In Computational theory, this is known as 3sum problem. Best solution for this problem found so far costs O(N^2). It is still an open question whether this can be solved with better cost. You can find one implementation of this algorithm here.

Answer 3

This is similar to Subset Sum Problem, which is NP-Complete.
But limiting the subset length to 3, it is possible to find a fast solution.
Your problem is equivalent to the 3SUM problem.
r = K as in your question .

Pseudocode : O(N^2)

for (i in 1..n-2) 
{
  j = i+1  // Start right after i.
  k = n    // Start at the end of the array.

  while (k >= j) {
    // done.
    if (A[i] + A[j] + A[k] == r) return (A[i], A[j], A[k])

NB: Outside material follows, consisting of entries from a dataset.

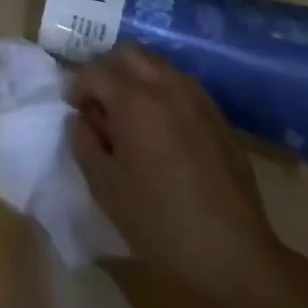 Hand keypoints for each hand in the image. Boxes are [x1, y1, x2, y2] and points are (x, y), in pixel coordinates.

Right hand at [70, 45, 287, 303]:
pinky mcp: (218, 117)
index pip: (95, 71)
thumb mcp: (104, 186)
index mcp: (134, 100)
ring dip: (137, 77)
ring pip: (158, 63)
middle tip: (100, 104)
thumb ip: (84, 142)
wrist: (233, 255)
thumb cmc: (159, 222)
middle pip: (129, 53)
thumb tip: (82, 120)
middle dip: (107, 70)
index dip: (78, 86)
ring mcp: (197, 98)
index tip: (75, 110)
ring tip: (131, 114)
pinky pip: (182, 85)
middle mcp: (166, 86)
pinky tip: (162, 129)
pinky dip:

    // We didn't match. Let's try to get a little closer:
    //   If the sum was too big, decrement k.
    //   If the sum was too small, increment j.
    (A[i] + A[j] + A[k] > r) ? k-- : j++
  }
  // When the while-loop finishes, j and k have passed each other and there's
  // no more useful combinations that we can try with this i.
}

Answer 4

If k is about the same as the size of the array (or smaller) and all of the numbers are positive (dealing with zeros is trivial), you can use DP efficiently. For all numbers from 0 to k, you remember whether it can be obtained using zero, one, two or three integers from the array. The solution is O(Nk) in time and O(k) in space and is very easy to implement.

int[] myarray = {1, 2, 3, 4, 5, 6};
int k = 14;

int[] dp = new int[k+1];
dp[0] = 1;
for (int i = 0; i < myarray.length; ++i) {
    for (int j = k; j >= myarray[i]; --j) {
        dp[j] |= dp[j-myarray[i]] << 1;
    }
}
if ((dp[k] & 8) > 0) {
    System.out.println("YES");
} else {
    System.out.println("NO");
}